魔術師とクッキー②
学校での休み時間
瑞希は次の授業の用意をしていた。静かだが真のある声に呼び止められた。
クラスメイトの黒川摩夜が立っていた。
緩いウェーブのかかった長い黒髪がよく似合い、ミステリアスな雰囲気を漂わせている。
「ま・・・黒川さん?」
「ちょっと顔かしてくれるかしら?」
その一言に賑やかだったクラスの空間が
シンと静まり返った。
学校の人気者である緒方瑞希に
美人だが大人しいハズのクラスの女子が信じられない一言を放ったのである。
本人に人気者だという自覚はなくとも、
今のクラスの空気にいたたまれなくなった瑞希は
逃げるように教室を後にした。
「どうしたの?学校では他人の不利しようって言ってきたのは
君の方じゃなかったっけ?」
「そうよ、私が作ったルール。

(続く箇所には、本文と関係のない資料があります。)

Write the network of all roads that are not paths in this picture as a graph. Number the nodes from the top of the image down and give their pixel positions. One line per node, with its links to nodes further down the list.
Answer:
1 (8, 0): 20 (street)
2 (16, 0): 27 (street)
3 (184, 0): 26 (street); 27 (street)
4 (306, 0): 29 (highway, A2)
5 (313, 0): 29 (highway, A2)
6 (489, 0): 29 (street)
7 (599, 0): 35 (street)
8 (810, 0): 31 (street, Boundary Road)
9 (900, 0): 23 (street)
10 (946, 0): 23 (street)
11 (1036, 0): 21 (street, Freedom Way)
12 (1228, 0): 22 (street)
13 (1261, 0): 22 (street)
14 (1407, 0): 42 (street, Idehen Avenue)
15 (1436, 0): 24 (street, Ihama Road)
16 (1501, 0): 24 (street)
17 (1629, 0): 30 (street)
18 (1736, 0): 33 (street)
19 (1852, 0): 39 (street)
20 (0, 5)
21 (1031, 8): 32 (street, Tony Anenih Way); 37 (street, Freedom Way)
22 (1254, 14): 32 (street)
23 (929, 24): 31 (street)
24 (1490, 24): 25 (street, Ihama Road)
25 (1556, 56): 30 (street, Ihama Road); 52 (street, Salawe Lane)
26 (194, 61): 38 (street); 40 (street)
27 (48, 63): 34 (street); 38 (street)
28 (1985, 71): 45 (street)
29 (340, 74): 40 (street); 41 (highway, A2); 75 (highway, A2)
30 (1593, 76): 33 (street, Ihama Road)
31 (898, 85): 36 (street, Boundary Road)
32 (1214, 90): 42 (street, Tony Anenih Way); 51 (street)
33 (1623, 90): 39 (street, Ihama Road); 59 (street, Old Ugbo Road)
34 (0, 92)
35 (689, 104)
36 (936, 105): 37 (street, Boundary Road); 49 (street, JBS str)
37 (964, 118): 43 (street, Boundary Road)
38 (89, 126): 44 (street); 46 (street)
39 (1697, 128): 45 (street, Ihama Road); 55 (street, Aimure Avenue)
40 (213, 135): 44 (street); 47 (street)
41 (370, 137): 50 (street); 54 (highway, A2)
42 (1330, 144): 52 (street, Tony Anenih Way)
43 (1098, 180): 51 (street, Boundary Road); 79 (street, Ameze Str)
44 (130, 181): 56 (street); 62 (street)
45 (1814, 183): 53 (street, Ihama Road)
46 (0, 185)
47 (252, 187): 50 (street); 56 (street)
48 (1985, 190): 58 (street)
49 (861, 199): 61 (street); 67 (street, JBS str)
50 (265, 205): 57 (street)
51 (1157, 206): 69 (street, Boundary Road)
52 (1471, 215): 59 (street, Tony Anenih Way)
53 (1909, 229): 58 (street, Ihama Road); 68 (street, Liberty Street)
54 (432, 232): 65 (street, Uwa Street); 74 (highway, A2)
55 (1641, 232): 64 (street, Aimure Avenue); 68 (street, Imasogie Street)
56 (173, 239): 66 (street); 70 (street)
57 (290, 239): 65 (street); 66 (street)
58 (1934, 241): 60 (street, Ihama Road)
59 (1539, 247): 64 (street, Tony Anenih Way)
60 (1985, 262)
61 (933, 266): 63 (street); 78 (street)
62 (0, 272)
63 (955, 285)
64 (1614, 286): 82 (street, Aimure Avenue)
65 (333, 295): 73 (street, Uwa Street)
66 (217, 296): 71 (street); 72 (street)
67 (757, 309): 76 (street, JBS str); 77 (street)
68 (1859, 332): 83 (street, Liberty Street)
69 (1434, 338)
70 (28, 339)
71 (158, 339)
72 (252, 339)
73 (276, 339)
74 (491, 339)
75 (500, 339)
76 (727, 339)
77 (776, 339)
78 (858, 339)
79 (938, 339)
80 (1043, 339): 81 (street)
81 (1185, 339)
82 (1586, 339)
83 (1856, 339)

私の私による私のためのルール。
すなわちこれも私のルールに準じているの」
普段は「摩夜」「瑞希」と呼び合っているが
苗字で呼び合おうと言い出したのも摩夜の方である。
「そ、そう」
(相変わらずだなぁ・・・)
ツッコミをいれたらきっと十倍返しされるので
聞き流すことにした。
「麻里音を屋敷に呼んだそうね、どうして?」
神崎麻里音と摩夜がとても仲のいい友達だと言う事は瑞希自身も良く知っている。
「どうしてって、成り行きだよユーリの屋敷の前でばったり会ったから」
「そう、偶然なのね」
「・・・そうだけど、何かまずかった?・・・・っておい真夜!」
瑞希の言葉を待たずして摩夜はスタスタと教室に戻ってしまった。
「勝手だなぁ・・・・」
瑞希と摩夜は小さい頃から互いを知っており
瑞希やユーリ同様摩夜は魔術師なのだ。
だからこうやって学校では互いの存在を気付かれぬよう
距離を取っていた。
「お帰り摩夜ちゃん緒方君、お話終わった?」
教室へ戻った二人を麻里音が出迎えてくれた。
「ええ、しめ終わったたわ」
「緒方君をしめてたの?」
麻里音はキョトンとした表情で聞き返した。
「まぁ近いものがあったよね・・・」
その問いに瑞希が目を逸らしながら答えた。